Добавить в цитаты Настройки чтения

Страница 65 из 80

И вот тогда вышли горные люди, они сняли меня и завернули в кислую козью шкуру, которая была грубая внутри и царапала меня. Но это было лучше, чем бесконечная бездна со всех сторон, и в этой шкуре меня отнесли вниз. Горные люди были черные с ног до головы, кроме зубов. Меня это поразило. Пока я была на камне, я видела, что вокруг только сине и бело. Значит, чем ближе к небу, тем светлее должен быть человек. Я была глубоко расстроена из-за горных людей. Я не понимала, как они умудрились так почернеть, когда вокруг них одна синева.

Я сказала Фаине:

— У вас в горах много света. Очень сине и бело. Вы живете фактически под самым небом.

Я хотела напомнить ей про ее родину, я знаю, это приятно людям. Кроме того, я надеялась, что она проболтается, почему они такие черные, хотя живут так далеко от земли и так близко к небу. Фаина сказала мне:

— Я работаю в «Комсомольской правде». Я напишу про тебя, что ты сволочь.

Я посмотрела на Орлова, но он наклонил лицо с кормом над своими водяными товарищами.

— Но умеет хоть Феликс читать? — спросила я.

— Тебе было сказано! — закричала хриплая Фаина. — Ребенок просится к Ленину!

— Иди отсюда! — закричал Орлов в аквариум, а потом мне: — Иди к своему Юрке! Дай нам поесть хоть!

А Феликс, семеня, как японка, выбежал вперед и застеснялся: он любил на меня смотреть, но он был застенчивый.

Я сказала:

— Как хотите. Я пытаюсь с вами общаться.

— Иди, не общайся с нами! — закричал Орлов.

Когда он переходит на визг, это значит, что скоро запой.

— Не трогай мою жену и моего сына! — завизжал Орлов. — Раньше надо было общаться!

Фаина и Феликс, как две маленькие черные бабочки, припали к плечам Орлова и прижали свои смуглые лица к его бледному испуганному лицу.

— Поняла? — сказал Орлов.

Но я не ответила. Догадка… но смутная… она мелькнула вдруг у меня. Она полоснула по душе, как алая Феликсова кофта, как первый взгляд на Фаину, и она осела, растворилась на дне души, оставив досаду непонимания.

— Ну что, что ты окостенела-то? — визжал Орлов. — Что вылупилась?

Я подняла вверх руку — это знак, чтоб они замолчали. Они замолчали, а я медленно повернулась и пошла к себе, сидеть на кровати. Я сидела на кровати, слегка попрыгивая на пружинах, но догадка не возвращалась. И Юра молчал за стеклом. Он спал, побледневший от усталости. Я слегка рассердилась на Юру, но будить не посмела, поменяла только воду для розы: я люблю, чтоб на стенках вазочки серебрились пузырьки от свежей воды.

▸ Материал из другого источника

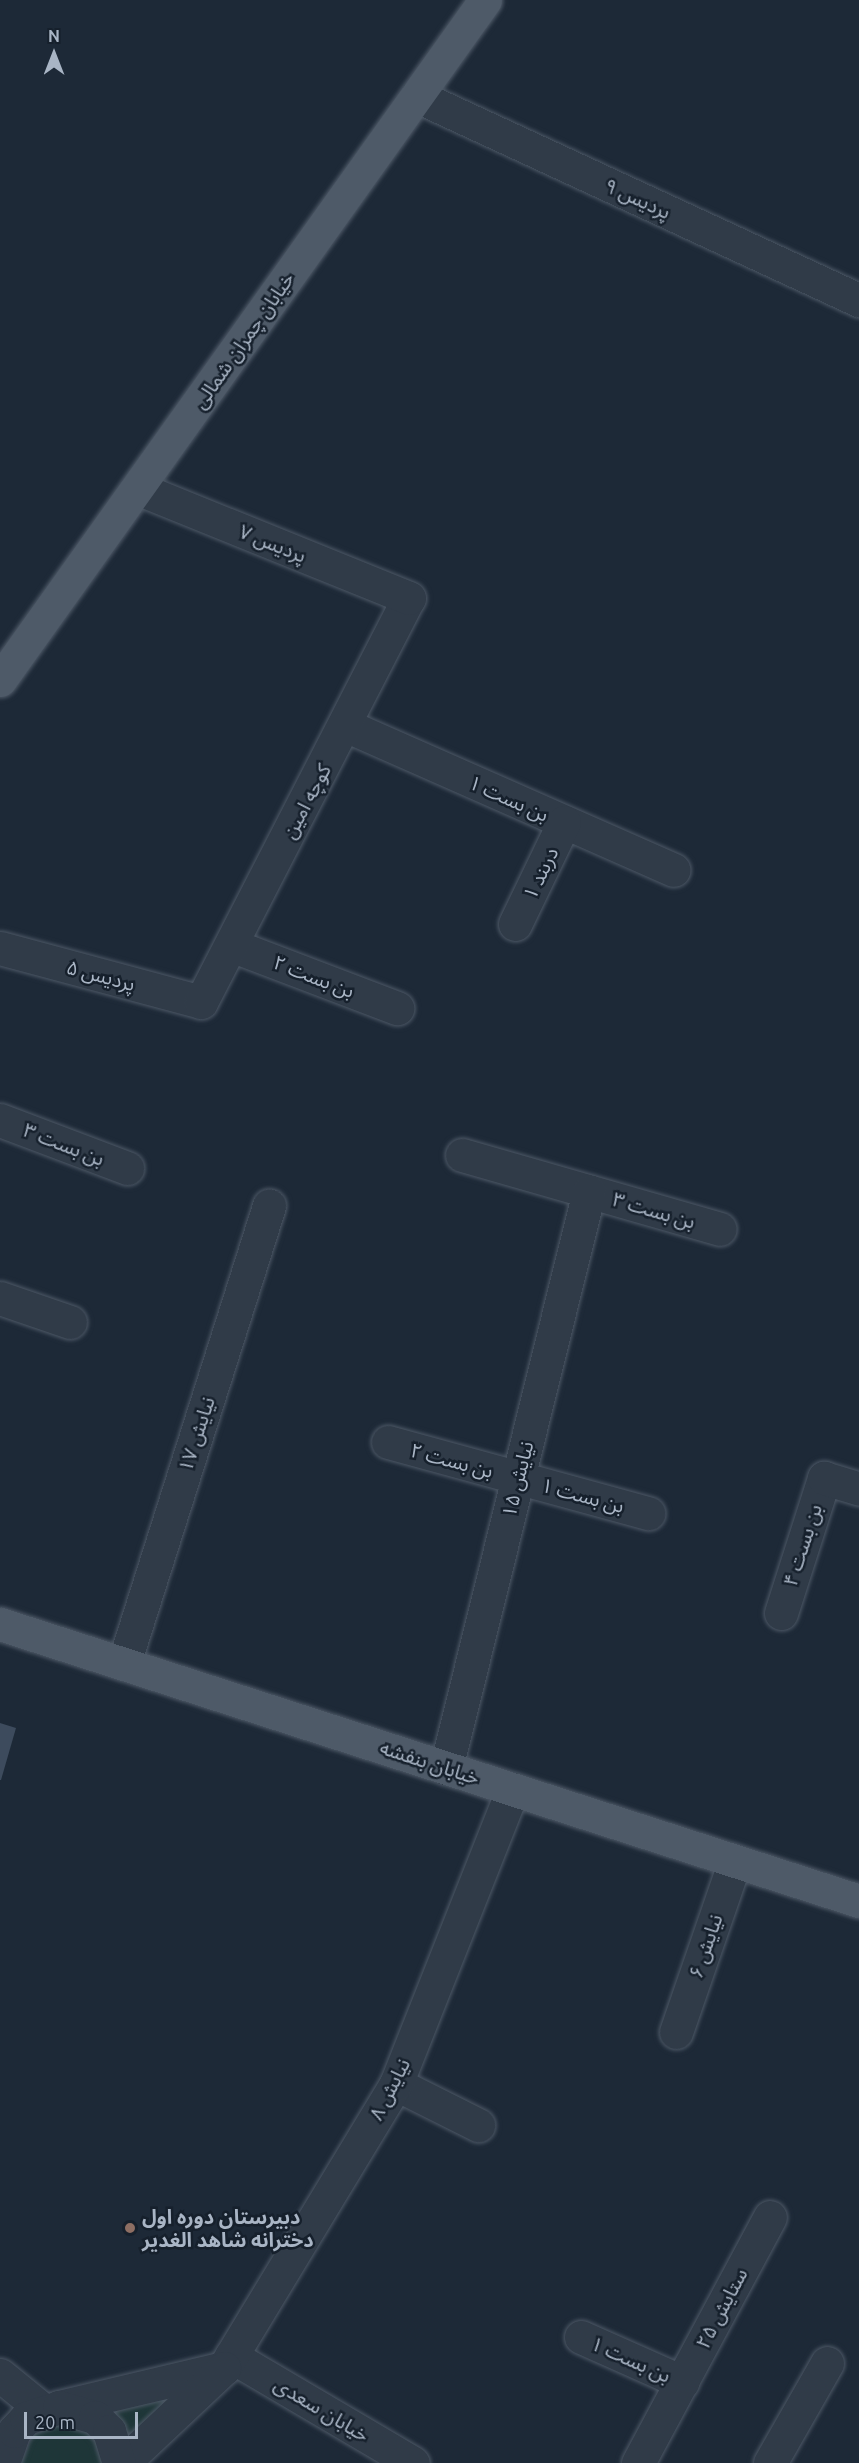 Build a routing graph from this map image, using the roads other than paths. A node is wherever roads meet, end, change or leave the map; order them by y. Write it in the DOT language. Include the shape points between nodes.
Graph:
graph roads {
  1 [pos="485,0"];
  2 [pos="417,96"];
  3 [pos="859,300"];
  4 [pos="137,488"];
  5 [pos="410,598"];
  6 [pos="0,680"];
  7 [pos="345,725"];
  8 [pos="564,822"];
  9 [pos="673,870"];
  10 [pos="515,924"];
  11 [pos="231,945"];
  12 [pos="0,948"];
  13 [pos="201,1002"];
  14 [pos="397,1008"];
  15 [pos="0,1120"];
  16 [pos="462,1155"];
  17 [pos="127,1168"];
  18 [pos="589,1191"];
  19 [pos="269,1205"];
  20 [pos="720,1229"];
  21 [pos="0,1298"];
  22 [pos="70,1322"];
  23 [pos="388,1442"];
  24 [pos="517,1477"];
  25 [pos="859,1489"];
  26 [pos="648,1513"];
  27 [pos="781,1612"];
  28 [pos="0,1624"];
  29 [pos="124,1664"];
  30 [pos="446,1768"];
  31 [pos="513,1789"];
  32 [pos="735,1861"];
  33 [pos="859,1901"];
  34 [pos="676,2032"];
  35 [pos="396,2084"];
  36 [pos="478,2125"];
  37 [pos="770,2217"];
  38 [pos="581,2337"];
  39 [pos="228,2362"];
  40 [pos="826,2363"];
  41 [pos="0,2375"];
  42 [pos="682,2382"];
  43 [pos="51,2408"];
  44 [pos="0,2458"];
  45 [pos="3,2463"];
  46 [pos="121,2463"];
  47 [pos="413,2463"];
  48 [pos="638,2463"];
  49 [pos="770,2463"];
  1 -- 2 [label="main road, خیابان چمران شمالی"];
  2 -- 3 [label="street, پردیس ۹"];
  2 -- 4 [label="main road, خیابان چمران شمالی"];
  4 -- 5 [label="street, پردیس ۷"];
  4 -- 6 [label="main road, خیابان چمران شمالی"];
  5 -- 7 [label="street, کوچه امین"];
  7 -- 8 [label="street, بن بست ۱"];
  7 -- 11 [label="street, کوچه امین"];
  8 -- 9 [label="street, بن بست ۱"];
  8 -- 10 [label="street, دربند ۱"];
  11 -- 13 [label="street, کوچه امین"];
  11 -- 14 [label="street, بن بست ۲"];
  12 -- 13 [label="street, پردیس ۵"];
  15 -- 17 [label="street, بن بست ۳"];
  16 -- 18 [label="street"];
  18 -- 20 [label="street, بن بست ۳"];
  18 -- 24 [label="street, نیایش ۱۵"];
  19 -- 29 [label="street, نیایش ۱۷"];
  21 -- 22 [label="street"];
  23 -- 24 [label="street, بن بست ۲"];
  24 -- 26 [label="street, بن بست ۱"];
  24 -- 30 [label="street, نیایش ۱۵"];
  25 -- 27 [label="street, بن بست ۴" via="824,1478"];
  28 -- 29 [label="main road, خیابان بنفشه"];
  29 -- 30 [label="main road, خیابان بنفشه"];
  30 -- 31 [label="main road, خیابان بنفشه"];
  31 -- 32 [label="main road, خیابان بنفشه"];
  31 -- 35 [label="street, نیایش ۸"];
  32 -- 33 [label="main road, خیابان بنفشه"];
  32 -- 34 [label="street, نیایش ۶"];
  35 -- 36 [label="street"];
  35 -- 39 [label="street, نیایش ۸"];
  37 -- 42 [label="street, ستایش ۲۵"];
  38 -- 42 [label="street, بن بست ۱"];
  39 -- 43 [label="street"];
  39 -- 46 [label="street, نیایش ۸"];
  39 -- 47 [label="street, خیابان سعدی"];
  40 -- 49 [label="street"];
  41 -- 43 [label="street"];
  42 -- 48 [label="street, ستایش ۲۵"];
  43 -- 45 [label="street" via="14,2431"];
  43 -- 46 [label="street" via="95,2417 109,2431"];
  44 -- 45 [label="street"];
} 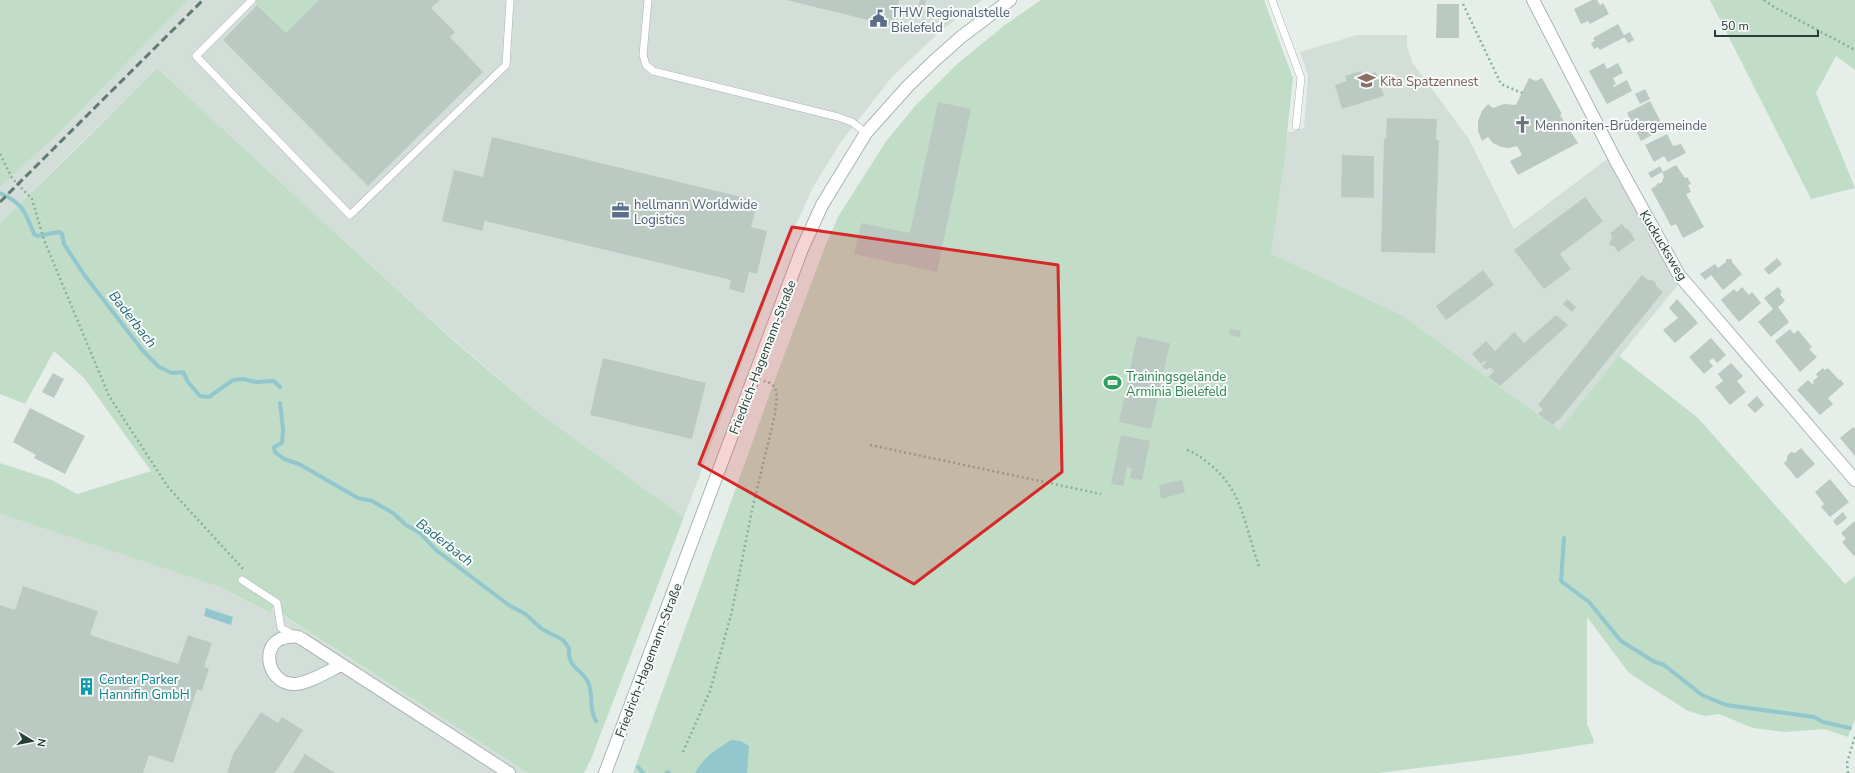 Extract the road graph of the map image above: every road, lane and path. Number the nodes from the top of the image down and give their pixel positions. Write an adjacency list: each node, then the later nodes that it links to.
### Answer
1 (252, 0): 2 (lane)
2 (510, 0)
3 (648, 0): 12 (lane)
4 (1010, 0): 12 (street, Friedrich-Hagemann-Straße)
5 (1272, 0): 11 (lane)
6 (1533, 0): 17 (street, Kuckucksweg)
7 (1764, 0): 9 (path)
8 (1463, 4): 10 (path)
9 (1855, 50)
10 (1522, 93)
11 (1296, 126)
12 (866, 133): 14 (street, Friedrich-Hagemann-Straße)
13 (0, 154): 20 (path)
14 (754, 378): 24 (path); 26 (street, Friedrich-Hagemann-Straße)
15 (870, 445): 18 (path)
16 (1187, 450): 19 (path)
17 (1855, 480)
18 (1101, 494)
19 (1259, 566)
20 (242, 580): 21 (lane)
21 (296, 636): 22 (street); 22 (street)
22 (341, 665): 25 (street)
23 (1855, 736): 27 (path)
24 (683, 752)
25 (509, 773)
26 (605, 773)
27 (1848, 773)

Вечером Орлов достал бутылку с черным вином и пошел, заперся в ванной. Я знала, что он пробудет там недолго. Попив, он захочет говорить. Так и случилось: посвежевший, с блистающими глазами, Орлов вышел из ванной, а на губах его было намазано липкое черное вино, и ржавый, душный запах этого вина тут же расплылся по всей квартире.

Фаины не было дома. Она ушла к депутату в Моссовет. Дома был только Феликс. Но он сидел в комнате и играл своими волосами. (Феликс не хотел игрушек и играл только своими волосами.) А я вышла на кухню. Потому что я всегда разговариваю с Орловым.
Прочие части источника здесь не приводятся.